On le voit successivement apprenti, garçon, maître, chef de jurande, apothicaire, chirurgien, avocat, juge, moine, pape, mais ne cessant jamais d’être renard, toujours gambadant, toujours sautant, en quête de méfaits et de drôleries. Toute la ville vient l’applaudir. Jusqu’au soir il se démène ainsi, déchaînant I‘ivrognerie et la luxure.
Les mystères pieux étaient , eux, consacrés à la vie du Christ, aux légendes bibliques, à la glorification de Dieu le Père. Commencés avec quelque gravité. Ils engendraient bientôt également mille bouffonneries.
La scène
Elle était toujours installée au-dessus d’un échafaud très élevé adossé généralement contre la façade d’une maison. De grandes toiles peintes figuraient une maison, un bois ou un palais. On les faisait descendre d’une charpente disposée en forme de cintre et souvent des outils, des meubles ajoutaient au réalisme de la scène.

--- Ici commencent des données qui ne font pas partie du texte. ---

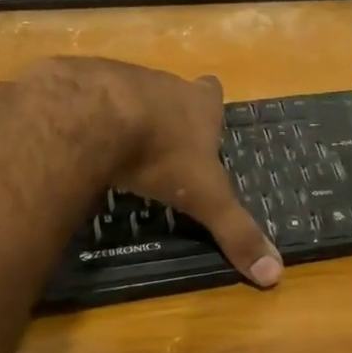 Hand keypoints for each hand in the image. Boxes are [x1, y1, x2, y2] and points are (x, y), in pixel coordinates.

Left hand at [18, 59, 283, 287]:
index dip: (209, 104)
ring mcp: (119, 76)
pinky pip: (83, 99)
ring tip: (116, 146)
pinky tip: (77, 141)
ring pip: (127, 93)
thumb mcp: (204, 199)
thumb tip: (274, 275)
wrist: (90, 115)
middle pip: (170, 93)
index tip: (203, 122)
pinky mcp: (77, 81)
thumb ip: (235, 232)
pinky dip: (83, 118)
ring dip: (123, 116)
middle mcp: (163, 83)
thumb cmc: (160, 154)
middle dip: (166, 114)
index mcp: (198, 104)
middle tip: (160, 146)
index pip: (212, 92) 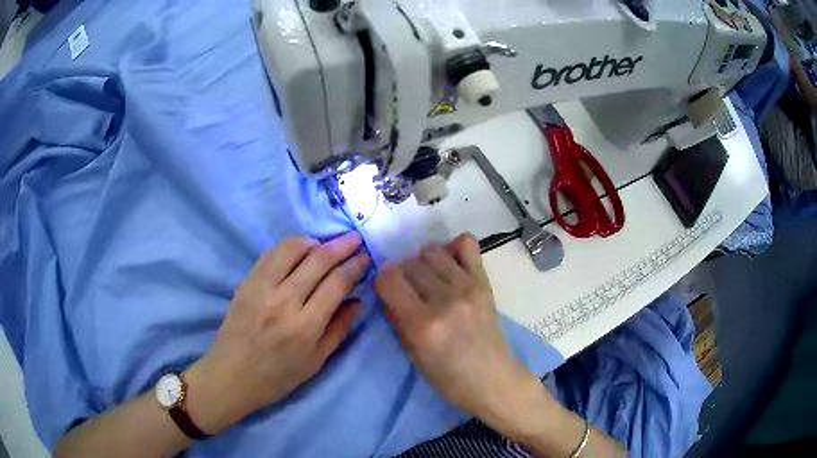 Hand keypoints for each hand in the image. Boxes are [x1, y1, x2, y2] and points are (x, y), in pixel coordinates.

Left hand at [184, 233, 369, 433]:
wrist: (231, 376)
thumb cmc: (277, 377)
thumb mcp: (315, 362)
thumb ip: (339, 330)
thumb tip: (359, 302)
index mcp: (306, 326)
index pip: (337, 283)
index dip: (355, 266)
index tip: (365, 257)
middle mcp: (284, 301)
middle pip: (318, 260)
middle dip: (342, 245)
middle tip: (355, 239)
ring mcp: (262, 288)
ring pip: (292, 248)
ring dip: (314, 241)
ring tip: (326, 245)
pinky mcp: (246, 282)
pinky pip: (270, 253)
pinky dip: (289, 247)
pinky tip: (299, 252)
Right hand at [375, 234, 536, 421]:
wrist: (493, 379)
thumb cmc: (448, 379)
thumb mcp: (412, 355)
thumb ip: (397, 319)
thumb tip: (388, 291)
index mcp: (423, 324)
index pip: (388, 278)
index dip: (383, 283)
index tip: (389, 293)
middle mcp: (445, 299)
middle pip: (408, 263)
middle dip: (402, 274)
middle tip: (409, 291)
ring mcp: (468, 287)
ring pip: (431, 251)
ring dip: (423, 262)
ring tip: (429, 280)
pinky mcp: (484, 282)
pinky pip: (466, 243)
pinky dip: (452, 248)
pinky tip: (450, 266) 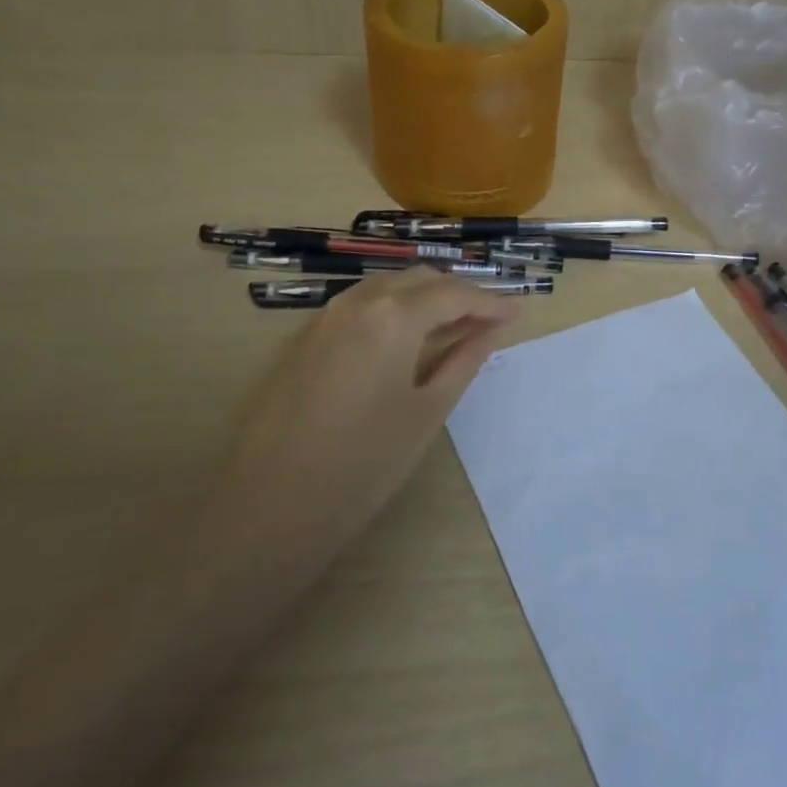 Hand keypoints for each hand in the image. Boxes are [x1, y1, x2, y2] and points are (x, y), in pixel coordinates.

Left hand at [214, 268, 519, 563]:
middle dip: (457, 293)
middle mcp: (357, 301)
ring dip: (423, 297)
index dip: (490, 302)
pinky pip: (359, 306)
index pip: (453, 294)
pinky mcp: (303, 338)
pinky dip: (391, 310)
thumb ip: (463, 361)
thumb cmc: (364, 464)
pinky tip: (404, 339)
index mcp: (394, 315)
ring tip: (452, 326)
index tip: (517, 312)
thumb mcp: (427, 412)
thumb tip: (491, 331)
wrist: (269, 507)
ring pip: (386, 287)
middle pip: (419, 279)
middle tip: (488, 319)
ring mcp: (324, 317) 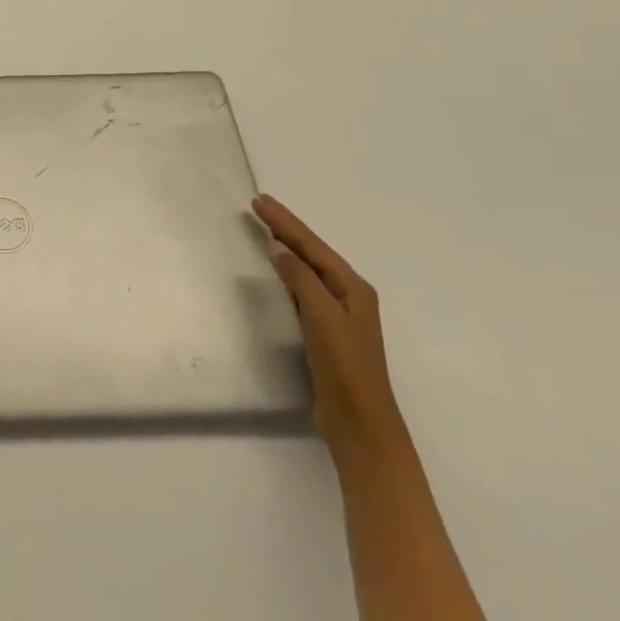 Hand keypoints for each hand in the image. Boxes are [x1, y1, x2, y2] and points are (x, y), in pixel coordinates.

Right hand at [253, 195, 409, 465]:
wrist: (359, 419)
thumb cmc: (344, 366)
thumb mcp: (323, 317)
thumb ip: (302, 280)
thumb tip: (280, 249)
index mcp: (353, 288)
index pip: (312, 246)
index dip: (286, 223)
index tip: (260, 201)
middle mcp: (348, 295)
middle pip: (312, 253)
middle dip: (287, 228)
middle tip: (260, 206)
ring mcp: (337, 313)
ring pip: (308, 269)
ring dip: (287, 247)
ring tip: (265, 228)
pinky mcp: (324, 330)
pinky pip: (303, 288)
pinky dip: (288, 271)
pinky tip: (277, 269)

Pour les mystères pieux. la décoration suivait une règle précise.
Il y avait trois échafauds superposés représentant l’enfer, le purgatoire et le ciel. Dans le bas se trouvait l’enfer, figuré par une énorme gueule de diable, rouge, velue, et entourée de diablotins crachant du feu. Au milieu. C’était le purgatoire. Le décor était moins terrible il s’harmonisait avec le vénérable Adam et l’accorte Ève. Dans le haut enfin, le décor représentait le ciel. On y voyait, peints sur la toile, des nuages, des anges, et, assis au beau milieu, Dieu le Père, qu’ entouraient des Saints à la longue barbe.

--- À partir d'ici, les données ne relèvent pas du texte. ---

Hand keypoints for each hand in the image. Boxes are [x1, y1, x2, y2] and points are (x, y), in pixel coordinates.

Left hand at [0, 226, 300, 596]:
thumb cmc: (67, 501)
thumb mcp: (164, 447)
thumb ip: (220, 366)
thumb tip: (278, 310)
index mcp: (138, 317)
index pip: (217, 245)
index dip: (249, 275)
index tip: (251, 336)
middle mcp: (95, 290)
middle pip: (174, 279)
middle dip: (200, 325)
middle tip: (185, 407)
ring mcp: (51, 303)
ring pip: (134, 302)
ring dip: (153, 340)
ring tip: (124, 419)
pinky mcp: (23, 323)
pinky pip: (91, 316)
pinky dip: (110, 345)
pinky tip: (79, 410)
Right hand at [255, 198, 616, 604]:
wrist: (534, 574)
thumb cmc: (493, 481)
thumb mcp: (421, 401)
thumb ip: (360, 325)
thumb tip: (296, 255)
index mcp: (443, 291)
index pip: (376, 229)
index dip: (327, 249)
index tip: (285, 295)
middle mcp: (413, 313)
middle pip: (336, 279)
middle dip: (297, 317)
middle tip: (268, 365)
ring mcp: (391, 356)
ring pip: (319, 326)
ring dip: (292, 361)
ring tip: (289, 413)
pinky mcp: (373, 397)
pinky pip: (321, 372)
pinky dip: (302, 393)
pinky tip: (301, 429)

Ces trois décors restaient immobiles. Ils étaient fixés sur des charpentes au travers desquelles grimpaient des escaliers pour permettre L’ascension de l’âme qui partie de l’état de péché, arrivait à la félicité céleste. Devant chacun des trois décors une vraie scène aussi s’étendait ; car les acteurs étaient nombreux et souvent on faisait figurer des animaux, comme la vache de Bethléem ou bien encore l’ânesse de Balaam.

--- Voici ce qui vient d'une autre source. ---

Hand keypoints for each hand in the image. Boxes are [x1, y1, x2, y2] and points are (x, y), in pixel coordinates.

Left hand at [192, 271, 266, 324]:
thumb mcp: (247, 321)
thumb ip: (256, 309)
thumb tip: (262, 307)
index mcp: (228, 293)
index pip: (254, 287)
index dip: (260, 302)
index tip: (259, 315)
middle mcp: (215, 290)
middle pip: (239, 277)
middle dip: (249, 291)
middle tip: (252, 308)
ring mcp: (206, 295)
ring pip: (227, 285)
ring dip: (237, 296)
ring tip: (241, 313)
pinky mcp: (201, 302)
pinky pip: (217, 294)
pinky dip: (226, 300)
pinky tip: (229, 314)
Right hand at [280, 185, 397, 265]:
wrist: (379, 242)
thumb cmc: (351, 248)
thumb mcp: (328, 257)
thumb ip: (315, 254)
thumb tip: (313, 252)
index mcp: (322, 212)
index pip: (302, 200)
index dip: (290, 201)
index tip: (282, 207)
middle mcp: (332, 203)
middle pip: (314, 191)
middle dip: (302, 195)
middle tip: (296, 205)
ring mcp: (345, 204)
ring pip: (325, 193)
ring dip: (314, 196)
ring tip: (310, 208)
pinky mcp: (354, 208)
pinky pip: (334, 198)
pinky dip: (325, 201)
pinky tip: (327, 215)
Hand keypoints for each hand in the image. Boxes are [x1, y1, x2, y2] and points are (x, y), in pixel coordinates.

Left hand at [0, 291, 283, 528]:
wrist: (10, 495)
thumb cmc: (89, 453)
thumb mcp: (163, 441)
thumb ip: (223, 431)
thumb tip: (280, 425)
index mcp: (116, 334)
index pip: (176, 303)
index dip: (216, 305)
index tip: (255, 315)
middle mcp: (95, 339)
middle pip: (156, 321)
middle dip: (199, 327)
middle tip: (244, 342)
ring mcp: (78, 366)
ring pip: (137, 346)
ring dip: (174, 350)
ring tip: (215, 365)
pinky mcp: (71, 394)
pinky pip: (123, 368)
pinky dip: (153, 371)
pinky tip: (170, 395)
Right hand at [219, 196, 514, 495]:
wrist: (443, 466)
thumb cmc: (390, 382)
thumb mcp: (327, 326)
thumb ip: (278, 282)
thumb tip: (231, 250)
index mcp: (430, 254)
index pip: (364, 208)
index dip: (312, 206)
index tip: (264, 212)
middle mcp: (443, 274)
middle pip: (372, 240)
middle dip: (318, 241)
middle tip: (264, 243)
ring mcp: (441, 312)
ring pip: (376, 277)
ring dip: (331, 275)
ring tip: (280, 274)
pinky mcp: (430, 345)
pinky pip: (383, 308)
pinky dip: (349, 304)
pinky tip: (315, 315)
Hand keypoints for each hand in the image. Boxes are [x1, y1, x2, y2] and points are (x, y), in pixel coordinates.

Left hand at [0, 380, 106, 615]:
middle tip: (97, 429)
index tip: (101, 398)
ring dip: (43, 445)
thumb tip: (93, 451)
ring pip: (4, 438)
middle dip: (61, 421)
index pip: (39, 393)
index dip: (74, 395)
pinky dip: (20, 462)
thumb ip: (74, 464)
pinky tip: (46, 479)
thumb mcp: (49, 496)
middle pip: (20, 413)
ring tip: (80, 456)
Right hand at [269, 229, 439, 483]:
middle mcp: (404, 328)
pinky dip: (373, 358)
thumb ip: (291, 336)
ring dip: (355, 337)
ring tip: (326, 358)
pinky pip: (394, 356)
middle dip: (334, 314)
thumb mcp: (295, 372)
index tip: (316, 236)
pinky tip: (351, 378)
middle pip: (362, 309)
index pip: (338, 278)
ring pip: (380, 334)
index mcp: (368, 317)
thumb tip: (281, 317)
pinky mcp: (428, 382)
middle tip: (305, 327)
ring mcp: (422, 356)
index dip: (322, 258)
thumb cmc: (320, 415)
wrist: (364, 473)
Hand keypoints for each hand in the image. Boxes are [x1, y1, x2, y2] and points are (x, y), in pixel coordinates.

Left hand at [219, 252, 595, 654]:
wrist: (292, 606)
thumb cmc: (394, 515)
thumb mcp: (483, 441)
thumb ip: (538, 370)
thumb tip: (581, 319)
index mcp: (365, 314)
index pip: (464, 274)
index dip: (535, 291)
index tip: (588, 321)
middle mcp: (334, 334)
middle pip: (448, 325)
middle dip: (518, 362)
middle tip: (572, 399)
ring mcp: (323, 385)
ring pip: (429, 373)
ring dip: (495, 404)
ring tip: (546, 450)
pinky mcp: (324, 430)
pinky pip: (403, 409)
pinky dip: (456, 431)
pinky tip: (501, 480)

Les charpentiers dressaient et rendaient, aisément praticables ces trois échafauds.
Les représentations
Au début, la représentation des mystères pieux avait été le privilège exclusif des Confrères de la Passion, tandis que les moralités (compositions scéniques, où figuraient des idées abstraites personnifiées) étaient, jouées par les clercs de la basoche ; mais bientôt, les moralités ayant fait place A la farce et à la sotie, moralités et mystères furent représentés par les premiers venus.
Ce fut certes beaucoup plus gai ; car ces acteurs improvisés ne prenaient nul soin de se grimer. Alors toute l’assistance reconnaissait l’épicier, le sellier. le barbier, qui de bonne volonté, tenaient les rôles, s’esclaffait et interpellait de réparties, vives et drues, le malheureux Barrabas ou le Christ lui- même.
La grosse gaieté du peuple se donnait libre cours. Sans souci du drame représenté même
quand Marie-Madeleine pleurait aux pieds du Christ, on criait à l’un des acteurs d’aller retrouver sa femme qui était en train de le tromper ou bien à un autre de se sauver vite parce que ses chausses brûlaient. Souvent aussi l’ânesse de Balaam refusait de traverser la scène ou encore la vache, sans souci du lieu, s’oubliait. Alors c’était un vaste éclat de rire.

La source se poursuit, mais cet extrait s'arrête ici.